MiCA supervisory infrastructure

MiCA Article 99 duty of notification checklist

A source-backed, conservative evidence checklist for CASPs tracking how Member States notify the European Commission, EBA, and ESMA of Title VII implementing measures — and why that shapes the supervisory context for crypto-asset service providers operating in the EU.

Informational only. Not legal, regulatory, brokerage, underwriting, or insurance advice.

What Article 99 changes operationally

Duty of notification: Regulation (EU) 2023/1114 Article 99 is publicly titled "Duty of notification". Public MiCA article text requires Member States to notify the Commission, EBA, and ESMA of the laws, regulations, and administrative provisions they adopt to implement Title VII of MiCA — including any relevant criminal law provisions — by 30 June 2025. Member States must also notify the Commission, EBA, and ESMA without undue delay of any subsequent amendments to those implementing measures.

For CASP evidence packs, treat Article 99 as supervisory infrastructure background: it defines the information window the Commission, EBA, and ESMA hold over national supervisory regimes under Title VII (Competent authorities, EBA and ESMA). A CASP should monitor its home Member State's notified implementing measures through official EU and competent authority channels, as those measures determine how supervision actually operates in practice. Article 99 does not impose direct obligations on CASPs but is contextually relevant when reviewing the supervisory landscape, cross-border cooperation expectations under Articles 95 and 96, and the competence boundaries national supervisors operate within.

This page is a supervisory-context checklist. It is not a legal interpretation, filing instruction, supervisory-response instruction, authorisation opinion, provider endorsement, broker recommendation, or assurance about any Member State, CASP, competent authority, implementing measure, or fact pattern.

Article 99 duty of notification evidence map

Member State implementing-measure inventory

Track your home Member State's notified Title VII implementing measures: laws, regulations, administrative provisions, and relevant criminal law provisions. Record source URL (official EU or competent authority publication), retrieval date, scope of measures covered, and effective date.

Commission, EBA, ESMA notification records

Where the Commission, EBA, or ESMA publishes or acknowledges Member State notifications under Article 99, preserve the notification records, source URLs, retrieval dates, and which Title VII topics are covered (supervisory powers, investigative powers, cooperation, penalties, registers, or EBA/ESMA tasks).

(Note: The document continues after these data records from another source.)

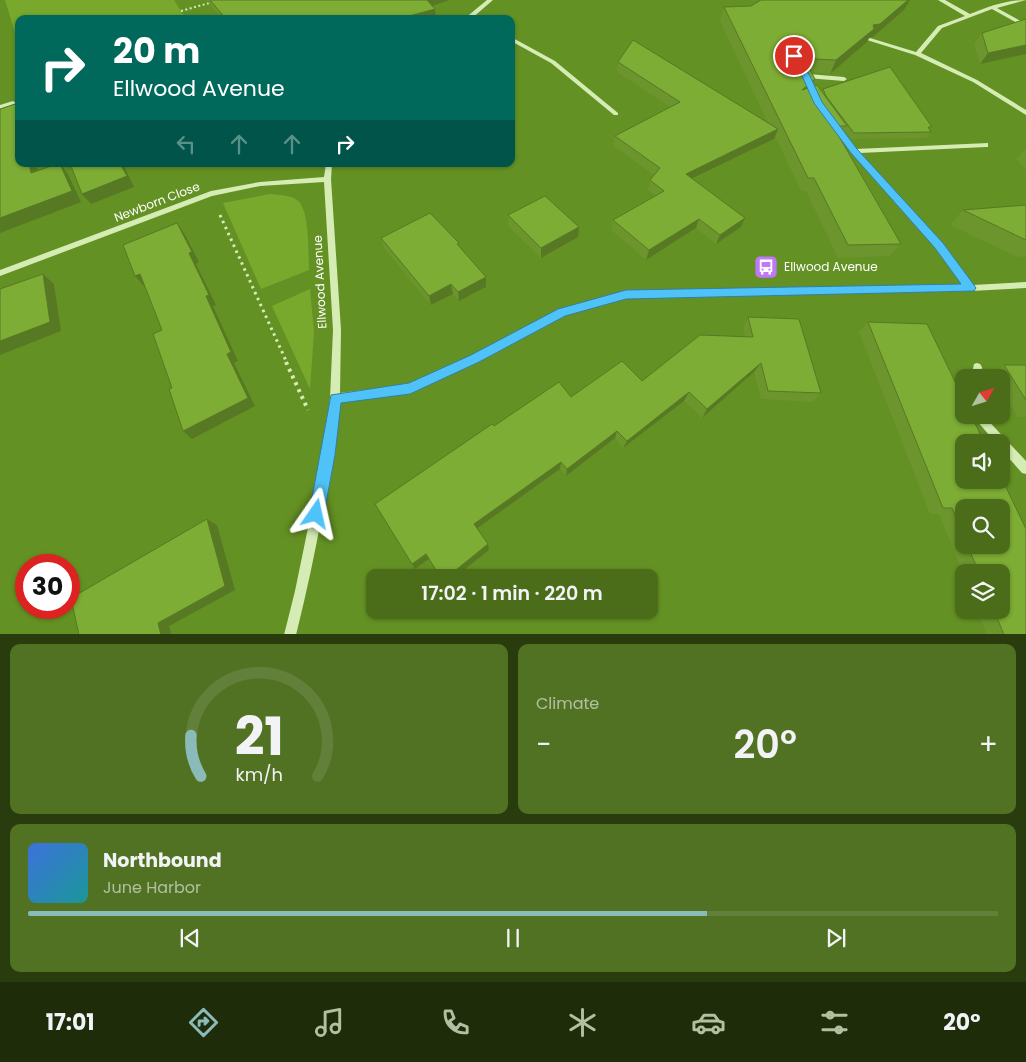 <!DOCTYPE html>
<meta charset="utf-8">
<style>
body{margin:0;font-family:Poppins,sans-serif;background:#527223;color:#f1f3f6;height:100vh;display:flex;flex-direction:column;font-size:19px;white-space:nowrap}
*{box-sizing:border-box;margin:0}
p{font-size:16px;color:#b2c0a2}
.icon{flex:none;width:28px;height:28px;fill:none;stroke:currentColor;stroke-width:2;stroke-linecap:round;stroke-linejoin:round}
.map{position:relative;height:634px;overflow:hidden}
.panel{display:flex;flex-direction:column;gap:10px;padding:10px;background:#293c0e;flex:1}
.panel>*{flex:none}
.hud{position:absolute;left:15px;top:15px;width:500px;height:152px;border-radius:10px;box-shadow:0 1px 4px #0004;background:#00695c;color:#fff;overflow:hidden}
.needle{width:32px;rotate:51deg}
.buttons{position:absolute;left:955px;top:369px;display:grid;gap:10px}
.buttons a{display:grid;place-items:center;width:55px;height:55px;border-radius:10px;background:#4b6d1a;box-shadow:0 1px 4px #0004;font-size:25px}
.speed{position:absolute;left:15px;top:554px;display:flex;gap:10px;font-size:25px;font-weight:700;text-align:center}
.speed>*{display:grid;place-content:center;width:65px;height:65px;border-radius:50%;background:#4b6d1a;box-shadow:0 1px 4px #0004;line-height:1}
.speed .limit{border:8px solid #d22;background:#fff;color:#111}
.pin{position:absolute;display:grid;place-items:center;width:42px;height:42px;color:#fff;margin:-21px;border:2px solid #fff;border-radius:50%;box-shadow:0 1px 5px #0007}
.me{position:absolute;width:55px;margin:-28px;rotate:11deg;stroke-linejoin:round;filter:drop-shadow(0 0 4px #0008)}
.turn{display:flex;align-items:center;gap:18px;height:105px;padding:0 15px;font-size:22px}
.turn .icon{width:65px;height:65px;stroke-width:2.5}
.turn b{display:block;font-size:35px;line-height:42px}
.lanes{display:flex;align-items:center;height:48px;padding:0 15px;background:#0003;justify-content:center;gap:25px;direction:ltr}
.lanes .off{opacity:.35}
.big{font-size:38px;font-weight:600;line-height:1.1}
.panel .card{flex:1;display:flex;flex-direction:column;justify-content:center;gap:8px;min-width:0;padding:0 18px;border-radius:10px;background:#527223}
.panel .dial{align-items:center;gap:0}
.dial svg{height:130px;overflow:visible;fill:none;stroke:#628039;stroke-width:7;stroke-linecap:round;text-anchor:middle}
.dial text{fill:#f1f3f6;stroke:none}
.song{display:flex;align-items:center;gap:15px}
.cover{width:60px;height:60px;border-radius:8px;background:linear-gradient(135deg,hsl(220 70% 55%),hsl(180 70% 35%))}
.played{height:5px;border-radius:2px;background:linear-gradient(90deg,#8bbbb9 70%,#628039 70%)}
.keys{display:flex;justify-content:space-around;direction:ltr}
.heat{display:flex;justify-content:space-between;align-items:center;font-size:28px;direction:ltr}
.panel .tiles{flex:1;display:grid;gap:10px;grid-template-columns:1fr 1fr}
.card:last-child{grid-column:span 2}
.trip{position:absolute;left:366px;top:569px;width:292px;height:50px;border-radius:10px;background:#4b6d1a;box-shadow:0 1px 4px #0004;font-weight:600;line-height:50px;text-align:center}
.tabs{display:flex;height:80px;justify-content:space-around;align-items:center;background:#1e2c0a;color:#b2c0a2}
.tabs .icon{width:35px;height:35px}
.tabs .on{color:#8bbbb9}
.tabs b{font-size:22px;color:#f1f3f6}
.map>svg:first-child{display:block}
.green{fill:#78a92d}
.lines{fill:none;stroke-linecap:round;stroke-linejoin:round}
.path-far2{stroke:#d6ecb5;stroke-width:2;stroke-dasharray:2 2.5;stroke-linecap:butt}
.path-far1{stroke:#d6ecb5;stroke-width:3;stroke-dasharray:2.5 4;stroke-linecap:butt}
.path{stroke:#d6ecb5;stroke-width:4;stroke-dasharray:3 4.5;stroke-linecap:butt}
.minor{fill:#d6ecb5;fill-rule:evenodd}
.wall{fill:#6c952d;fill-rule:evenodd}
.shaded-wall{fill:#587924}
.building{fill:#7dad34;stroke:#587924}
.route{fill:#4fc3f7;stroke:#337fa1}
.labels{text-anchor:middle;stroke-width:5;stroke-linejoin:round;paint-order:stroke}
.street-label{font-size:12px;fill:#fff;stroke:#649123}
.poi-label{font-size:12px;fill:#fff;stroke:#649123;text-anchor:start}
</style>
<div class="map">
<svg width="1026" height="635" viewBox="0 0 1026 635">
<rect width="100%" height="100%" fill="#649123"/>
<g class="green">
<path d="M5 0H174L186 19H19V46Z"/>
<path d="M270 194C278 195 290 195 297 200 310 209 308 254 309 270L261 289 223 203Z"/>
<path d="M310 289 314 332 310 389 272 306Z"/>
</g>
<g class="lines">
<path class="path-far2" d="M181 11 220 0"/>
<path class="path-far1" d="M220 215 287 363"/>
<path class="path" d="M286 362 308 410"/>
<g class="minor">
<path d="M487 0H493L471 19H464Z"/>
<path d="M938 0H945L970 14C988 7 1006 0 1026 0L997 8 1026 24V28L992 9 942 28 921 53 977 80 1026 110V115L973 82 915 55 867 40 870 38 916 52 938 26 965 16Z"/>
<path d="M511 37 555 61 618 113V115H614L551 63 511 41Z"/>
<path d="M804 70 806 71 808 74 844 77 847 79 844 81 806 78 804 77 801 72Z"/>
<path d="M13 101 16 103 15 104 0 109V105Z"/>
<path d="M836 125 838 126 856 149 988 143V147H986L860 153 942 243 973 285 1026 282V288L971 291 626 298 564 316 478 362 410 392 339 402C330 480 315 558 296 635H284L295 591 323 455 330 398 333 330 324 182 260 186 212 196 0 276V270L211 191 260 182 324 177 326 164H332L331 179 341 330 340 393 409 384 472 356 559 310 626 292 964 285 936 247 852 153 833 127Z"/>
<path d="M977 363 980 364 982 367 981 378H971L974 364Z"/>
<path d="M972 415H983L1026 461V474L1022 473 1001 449V442H995Z"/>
</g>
</g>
<g class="wall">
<path d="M206 0H450L432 6 435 9 436 18 435 19H222Z"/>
<path d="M724 7 904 10 873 37 869 38 867 42 830 74 811 72V87L822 91 823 89 932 127 930 130 931 132 927 138 851 139 845 131 840 138 901 244 890 256 838 258 806 191H801L775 136 774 139 693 179 745 218 741 227 716 244 696 228 646 260 611 230 613 220 655 196 648 190 650 180 654 175 613 146 615 136 670 107 617 72 618 62 768 123 720 21Z"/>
<path d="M1026 19 980 64 974 44 982 33Z"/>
<path d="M1026 149V170L1016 159Z"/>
<path d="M1026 205V256L1017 257 950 225 963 210Z"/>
<path d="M508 215 578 237 541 258 508 226Z"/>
<path d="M381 238 459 243V246L486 277V287L459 301 453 294 431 305 384 248Z"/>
<path d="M748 317 821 393 813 402 761 399 754 372 702 418 684 401 623 448 615 438 566 476 560 469 477 529 489 550 454 578H440L429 559 415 569 494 426 571 397 642 381 745 337 743 327Z"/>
<path d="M868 322 927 324 964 400V415H971L984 442H964V480H1001V477L1026 529V635H987L977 610H1001V572H964V576L939 514H930L859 332ZM964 508H1001V545H964Z"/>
<path d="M1004 365H1026V417H1018L1001 390V378H994L992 374Z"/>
</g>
<g class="shaded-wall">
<path d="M425 0H450L426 8Z"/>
<path d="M908 0H910L904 10 873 37 869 38 867 42 830 74 836 60 873 25Z"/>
<path d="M435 9 436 18 435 19H398Z"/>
<path d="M1026 45V54L980 64 988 53Z"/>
<path d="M815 79 808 92 802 90Z"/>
<path d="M15 104 19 108V119Z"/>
<path d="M778 129 774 139 683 183 686 174Z"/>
<path d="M29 164H36L41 184 31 173Z"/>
<path d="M60 164 68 174 81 202 0 233V218Z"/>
<path d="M120 164H123L134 187 91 204 82 194Z"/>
<path d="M745 218 741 227 716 244 720 235Z"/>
<path d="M699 219 696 228 646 260 649 250Z"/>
<path d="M177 223 184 233 199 262 196 264 216 305 213 306 238 361 234 363 255 406 192 439 183 431 227 354Z"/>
<path d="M579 227 578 237 541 258V248Z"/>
<path d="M43 274 54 284 61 331 0 355V341Z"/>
<path d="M140 274 149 284 144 286 135 276Z"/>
<path d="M486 277V287L459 301 458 292Z"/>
<path d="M451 284 453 294 431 305 429 296Z"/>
<path d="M761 363 754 372 702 418 707 409Z"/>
<path d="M689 392 684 401 623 448 627 441Z"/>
<path d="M617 431 615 438 566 476 567 469Z"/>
<path d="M561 462 560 469 475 530 474 524Z"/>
<path d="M207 519 217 525 235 590 169 626 172 635H161L158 623Z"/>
<path d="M488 544 489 550 454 578H446Z"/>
<path d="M426 554 429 559 415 569 412 564Z"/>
</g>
<g class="building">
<path d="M210 0H427L435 9 398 19H226Z"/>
<path d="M761 0H908L880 24 873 25 874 29 836 60 815 59 803 41 798 40 795 42 815 79 802 90 817 85 847 126H833L901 244 848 245 814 178H808L724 7 751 6Z"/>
<path d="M1026 19V45L988 53 982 33Z"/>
<path d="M633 40 778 129 686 174 745 218 720 235 699 219 649 250 613 220 664 191 650 180 660 168 615 136 680 102 618 62Z"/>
<path d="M890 67 932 127H928L931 132 854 133 826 96 823 89Z"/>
<path d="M15 104 19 119V164H29L31 173 57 164H60L72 191 0 218V109Z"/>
<path d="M78 164H120L127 176 82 194 71 166Z"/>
<path d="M545 196 579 227 541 248 508 215Z"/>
<path d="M1026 205V240L963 210Z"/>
<path d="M430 213 459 243 457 244 486 277 458 292 451 284 429 296 381 238Z"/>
<path d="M177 223 192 252 189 253 209 295 206 296 231 352 227 354 248 398 183 431 169 389 172 388 153 334 162 330 140 274 135 276 123 245Z"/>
<path d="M43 274 50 322 0 341V289Z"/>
<path d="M748 317 799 319 821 393 768 391 761 363 707 409 689 392 627 441 617 431 567 469 561 462 474 524 488 544 446 578H441L426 554 412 564 375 504 492 424 494 426 559 382 571 397 622 361 642 381 700 335 753 337Z"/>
<path d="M868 322 927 324 964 400V415H971L984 442H964V480H1001V477L1026 529V635H1004L994 610H1001V572H979L967 545H1001V508H964V536L952 508H943Z"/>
<path d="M1004 365H1026V400Z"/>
<path d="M207 519 225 586 158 623 161 635H79L71 598Z"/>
</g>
<path class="route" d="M794 54 797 55 810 76 822 102 857 149 943 243 974 285 976 288 974 291 626 299 565 316 479 362 410 394 341 403 335 455 324 514 322 519 316 521 311 519 309 514 331 395 409 383 471 355 558 309 626 290 961 284 935 248 851 153 814 103 802 76 790 56Z"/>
<defs>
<g id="bus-square" transform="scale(1.25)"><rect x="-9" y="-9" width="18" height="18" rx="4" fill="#bf78f7" stroke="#649123"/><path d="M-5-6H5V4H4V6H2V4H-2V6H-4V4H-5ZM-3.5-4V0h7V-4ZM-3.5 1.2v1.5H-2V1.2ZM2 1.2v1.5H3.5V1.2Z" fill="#fff"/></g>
</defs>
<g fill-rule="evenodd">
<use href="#bus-square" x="766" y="267"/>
</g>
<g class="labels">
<g class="street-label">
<text transform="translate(157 202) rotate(-21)" y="4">Newborn Close</text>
<text transform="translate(320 282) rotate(-93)" y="4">Ellwood Avenue</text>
</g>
<g class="poi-label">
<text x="784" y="271">Ellwood Avenue</text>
</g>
</g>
</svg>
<div class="buttons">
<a><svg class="needle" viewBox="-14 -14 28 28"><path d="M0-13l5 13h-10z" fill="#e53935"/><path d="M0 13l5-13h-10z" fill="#b2c0a2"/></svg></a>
<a><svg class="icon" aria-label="sound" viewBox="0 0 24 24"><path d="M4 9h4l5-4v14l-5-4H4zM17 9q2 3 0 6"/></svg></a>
<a><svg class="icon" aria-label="search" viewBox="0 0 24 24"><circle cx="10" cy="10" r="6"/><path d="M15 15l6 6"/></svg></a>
<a><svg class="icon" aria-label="layers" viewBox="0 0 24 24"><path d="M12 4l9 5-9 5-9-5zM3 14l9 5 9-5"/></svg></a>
</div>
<div class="speed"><div class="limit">30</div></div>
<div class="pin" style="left:794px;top:56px;background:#d93025"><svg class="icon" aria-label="arrive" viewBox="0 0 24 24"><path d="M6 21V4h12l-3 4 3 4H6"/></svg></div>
<svg class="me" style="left:316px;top:514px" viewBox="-20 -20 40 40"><path d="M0-17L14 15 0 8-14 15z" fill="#4fc3f7" stroke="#fff" stroke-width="4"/></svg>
<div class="trip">17:02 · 1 min · 220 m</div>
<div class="hud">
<div class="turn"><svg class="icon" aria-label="right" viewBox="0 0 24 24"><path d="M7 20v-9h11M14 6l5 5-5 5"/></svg><div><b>20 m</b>Ellwood Avenue</div></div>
<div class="lanes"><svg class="icon off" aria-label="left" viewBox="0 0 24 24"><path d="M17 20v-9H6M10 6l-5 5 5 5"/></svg><svg class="icon off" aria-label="ahead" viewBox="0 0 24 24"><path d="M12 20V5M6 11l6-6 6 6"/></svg><svg class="icon off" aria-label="ahead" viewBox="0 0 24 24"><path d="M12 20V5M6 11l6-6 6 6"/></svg><svg class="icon" aria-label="right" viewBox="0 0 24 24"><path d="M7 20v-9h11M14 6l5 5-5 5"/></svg></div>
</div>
</div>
<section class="panel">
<div class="tiles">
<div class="card dial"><svg viewBox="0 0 100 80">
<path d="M14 69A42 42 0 1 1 86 69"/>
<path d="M14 69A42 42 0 0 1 8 44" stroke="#8bbbb9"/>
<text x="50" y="56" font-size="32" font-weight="700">21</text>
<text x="50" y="72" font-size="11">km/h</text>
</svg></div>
<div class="card"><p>Climate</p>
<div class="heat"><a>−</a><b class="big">20°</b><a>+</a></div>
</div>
<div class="card">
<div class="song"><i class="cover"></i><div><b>Northbound</b><p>June Harbor</p></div></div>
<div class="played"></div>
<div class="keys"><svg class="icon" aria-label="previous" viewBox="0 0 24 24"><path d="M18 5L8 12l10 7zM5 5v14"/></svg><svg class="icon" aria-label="pause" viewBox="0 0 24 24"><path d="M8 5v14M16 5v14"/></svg><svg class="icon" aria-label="next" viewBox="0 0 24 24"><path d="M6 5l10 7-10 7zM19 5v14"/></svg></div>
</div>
</div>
</section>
<nav class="tabs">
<b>17:01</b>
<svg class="icon on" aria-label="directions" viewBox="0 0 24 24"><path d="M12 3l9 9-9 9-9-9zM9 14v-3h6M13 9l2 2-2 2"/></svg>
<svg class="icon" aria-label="music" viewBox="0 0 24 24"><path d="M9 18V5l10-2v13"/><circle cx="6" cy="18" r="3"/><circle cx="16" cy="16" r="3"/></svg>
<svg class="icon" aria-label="phone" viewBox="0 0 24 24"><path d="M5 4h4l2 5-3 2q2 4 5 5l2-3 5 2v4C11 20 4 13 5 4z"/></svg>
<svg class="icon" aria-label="climate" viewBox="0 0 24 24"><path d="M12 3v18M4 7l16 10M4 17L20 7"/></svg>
<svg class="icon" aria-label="car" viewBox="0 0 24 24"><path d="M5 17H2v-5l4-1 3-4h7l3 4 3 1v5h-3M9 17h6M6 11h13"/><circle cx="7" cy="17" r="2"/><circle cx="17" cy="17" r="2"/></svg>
<svg class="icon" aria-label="filters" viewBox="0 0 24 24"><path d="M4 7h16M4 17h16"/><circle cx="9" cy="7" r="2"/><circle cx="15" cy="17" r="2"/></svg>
<b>20°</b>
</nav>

Subsequent amendment tracking

Monitor home Member State and relevant Member State regulatory updates for Title VII implementing measures. Track amendment scope, notification date to Commission/EBA/ESMA, source URL, and whether the change affects CASP supervisory exposure, competent-authority powers, cooperation expectations, or register obligations.

Supervisory context and authority competence boundaries

Connect Article 99 context records to Article 93 competent-authority routing, Article 94 supervisory and investigative power evidence, Article 95/96 cooperation logs, and Article 109 ESMA register hygiene so that the supervisory landscape is traceable to official EU-level notification records.

Evidence review and operational-diligence questions

FAQ

What does MiCA Article 99 cover?

Article 99 is titled "Duty of notification" and requires Member States to notify the European Commission, EBA, and ESMA of the laws, regulations, and administrative provisions they adopt to implement Title VII of MiCA — including relevant criminal law provisions — by 30 June 2025, and without undue delay for any subsequent amendments.

Does Article 99 impose direct obligations on CASPs?

No. Article 99 is a Member State obligation to notify EU-level authorities of national implementing measures. It does not directly impose obligations on CASPs. However, the implementing measures it covers — including supervisory powers, investigative powers, cooperation requirements, administrative penalties, and EBA/ESMA tasks — shape the environment in which CASPs operate.

Why does Article 99 matter for CASP evidence packs?

Understanding how your home Member State has implemented Title VII helps CASP management bodies, compliance teams, and legal advisers map supervisory powers, cooperation expectations, register obligations, and penalty frameworks. It is background context for governance, legal, compliance, and risk review.

Does this page track all Member State MiCA implementation?

No. Article 99 covers Title VII implementation only (Competent authorities, EBA and ESMA). Title VII covers supervisory powers, cooperation, ESMA/EBA tasks, administrative penalties, and related measures. Other MiCA Titles — such as Title II (CASP authorisation), Title III (asset-referenced tokens), Title IV (e-money tokens), and Title V (market abuse) — have their own implementation and notification frameworks.

Does this page assess compliance or give regulatory advice?

No. This page does not assess compliance, recommend an authority route, or give filing instructions. It helps teams preserve source-backed supervisory context and unresolved questions for qualified legal, regulatory, governance, compliance, partner, broker, auditor, or internal-risk review.